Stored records
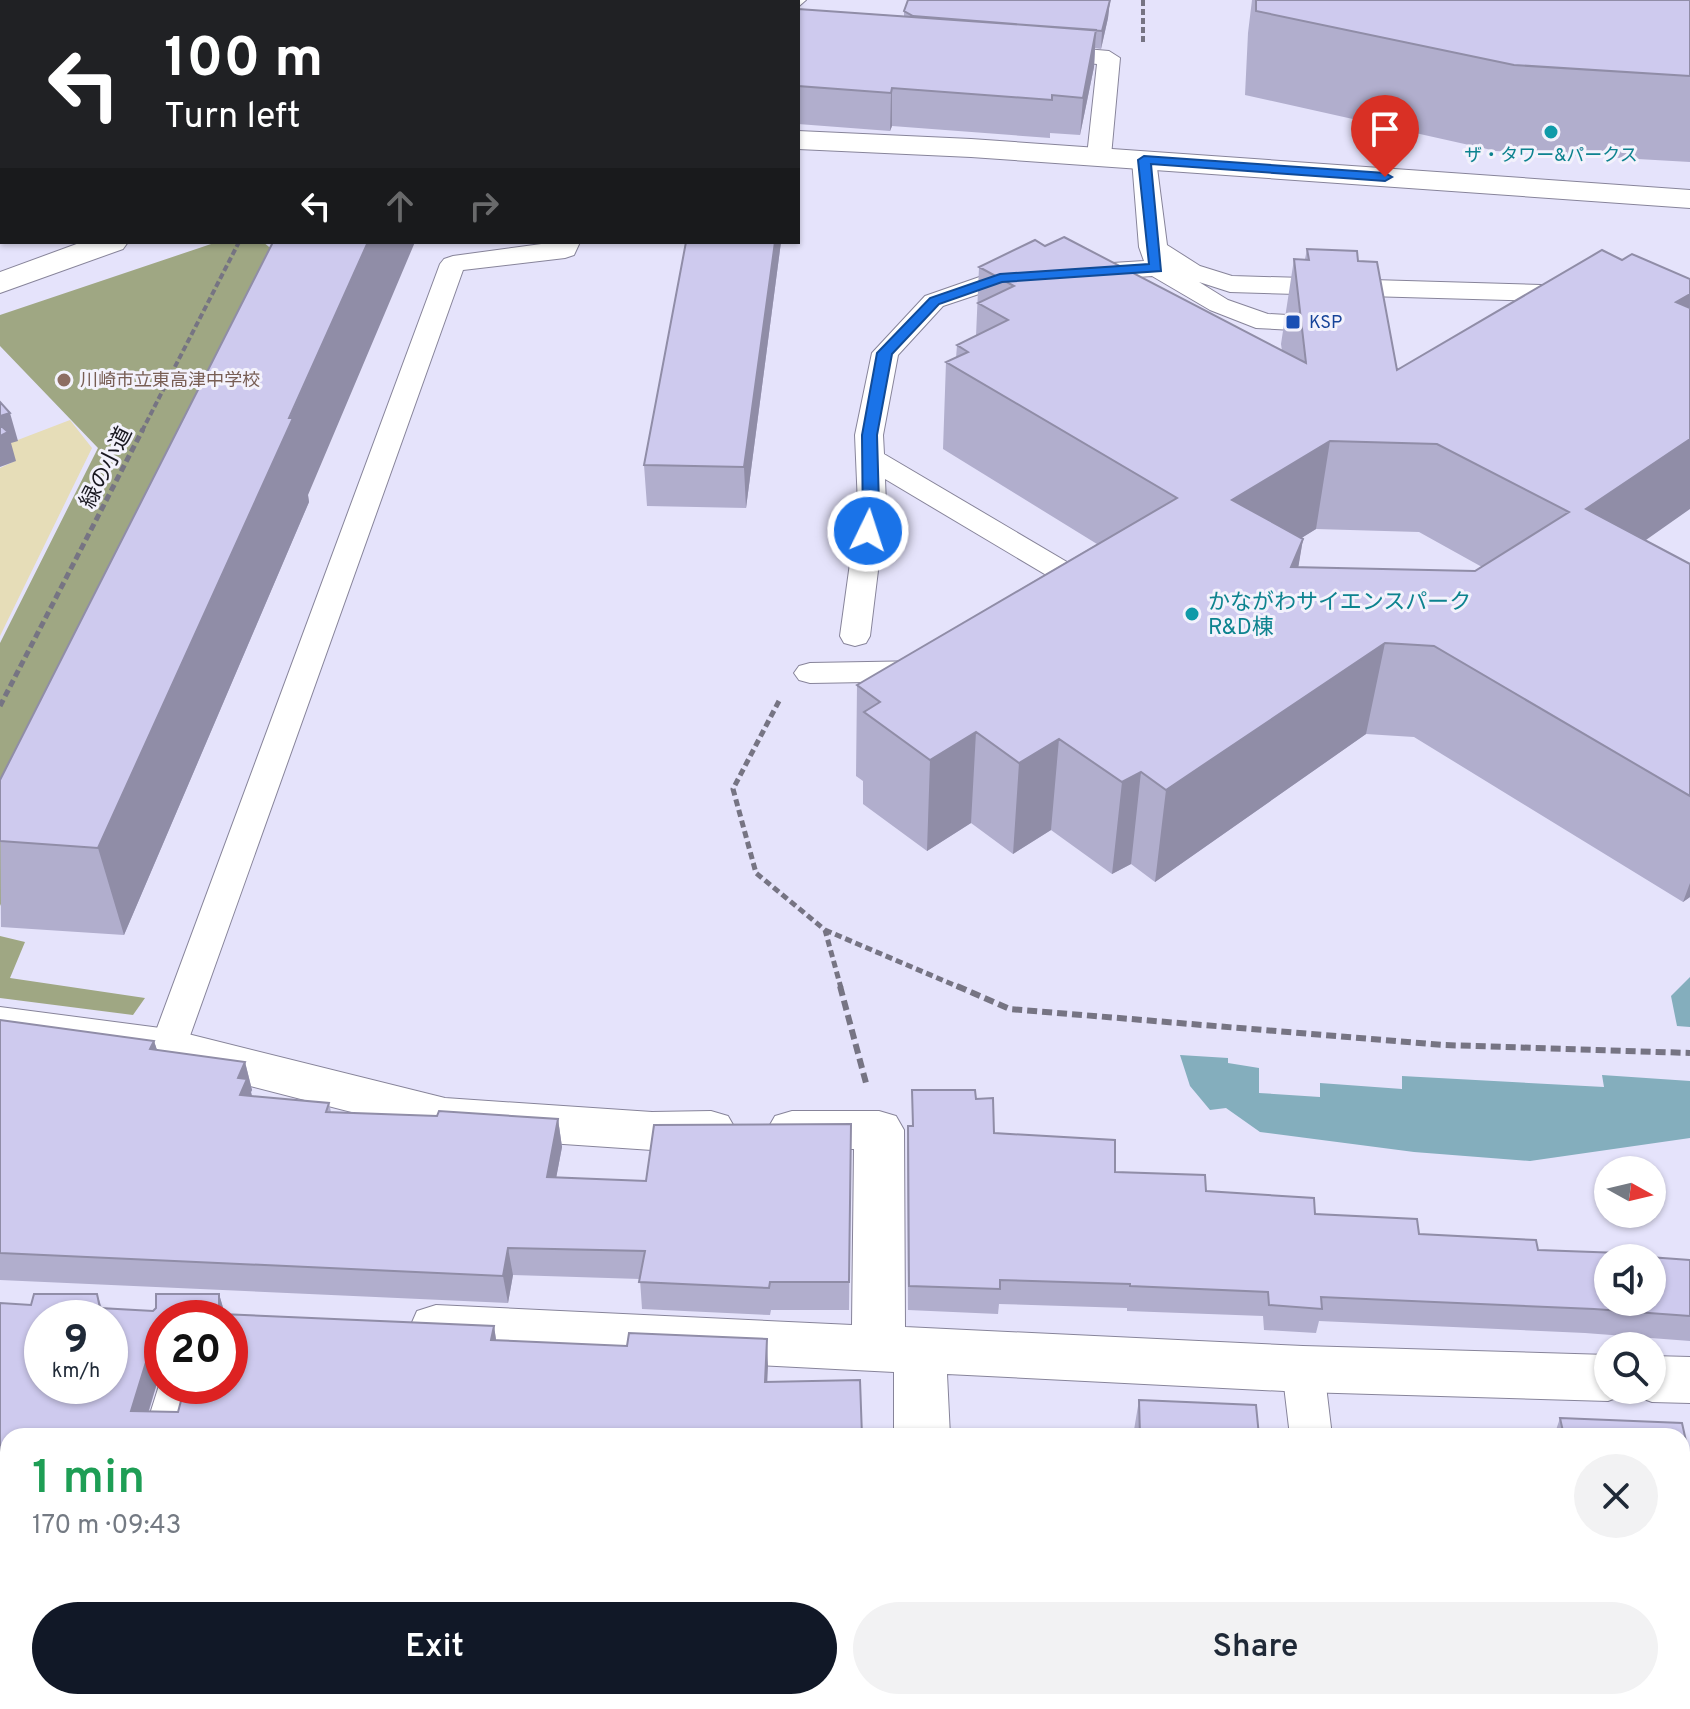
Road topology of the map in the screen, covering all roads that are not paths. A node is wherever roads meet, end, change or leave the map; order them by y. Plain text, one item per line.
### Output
1 (1031, 52) edge
2 (800, 140) edge
3 (1099, 156) junction
4 (1144, 160) junction
5 (1690, 199) edge
6 (107, 244) edge
7 (567, 244) edge
8 (1154, 257) junction
9 (0, 283) edge
10 (1415, 290) junction
11 (1595, 294) edge
12 (1384, 314) edge
13 (1350, 324) edge
14 (870, 458) junction
15 (1046, 611) edge
16 (855, 636) dead end
17 (951, 664) edge
18 (810, 673) road end
19 (0, 1025) edge
20 (168, 1047) junction
21 (394, 1325) edge
22 (899, 1349) junction
23 (1303, 1369) junction
24 (1594, 1378) edge
25 (1666, 1379) edge
26 (1690, 1380) edge
27 (173, 1404) edge
28 (166, 1428) edge
29 (920, 1428) edge
30 (1310, 1428) edge

1 - 3 lane
2 - 3 street
3 - 4 street
4 - 5 street
4 - 8 lane
6 - 9 street
7 - 20 lane
8 - 10 lane
8 - 13 lane
8 - 14 lane
10 - 11 lane
10 - 12 lane
14 - 15 lane
14 - 16 lane
17 - 18 lane
19 - 20 street
20 - 22 street
21 - 22 street
22 - 23 street
22 - 29 street
23 - 24 street
23 - 30 lane
25 - 26 street
27 - 28 lane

* Exercise goal *
Every entry above needs to be printed again exactly, with its pictures left out.

* Worked solution *
Road topology of the map in the screen, covering all roads that are not paths. A node is wherever roads meet, end, change or leave the map; order them by y. Plain text, one item per line.
### Output
1 (1031, 52) edge
2 (800, 140) edge
3 (1099, 156) junction
4 (1144, 160) junction
5 (1690, 199) edge
6 (107, 244) edge
7 (567, 244) edge
8 (1154, 257) junction
9 (0, 283) edge
10 (1415, 290) junction
11 (1595, 294) edge
12 (1384, 314) edge
13 (1350, 324) edge
14 (870, 458) junction
15 (1046, 611) edge
16 (855, 636) dead end
17 (951, 664) edge
18 (810, 673) road end
19 (0, 1025) edge
20 (168, 1047) junction
21 (394, 1325) edge
22 (899, 1349) junction
23 (1303, 1369) junction
24 (1594, 1378) edge
25 (1666, 1379) edge
26 (1690, 1380) edge
27 (173, 1404) edge
28 (166, 1428) edge
29 (920, 1428) edge
30 (1310, 1428) edge

1 - 3 lane
2 - 3 street
3 - 4 street
4 - 5 street
4 - 8 lane
6 - 9 street
7 - 20 lane
8 - 10 lane
8 - 13 lane
8 - 14 lane
10 - 11 lane
10 - 12 lane
14 - 15 lane
14 - 16 lane
17 - 18 lane
19 - 20 street
20 - 22 street
21 - 22 street
22 - 23 street
22 - 29 street
23 - 24 street
23 - 30 lane
25 - 26 street
27 - 28 lane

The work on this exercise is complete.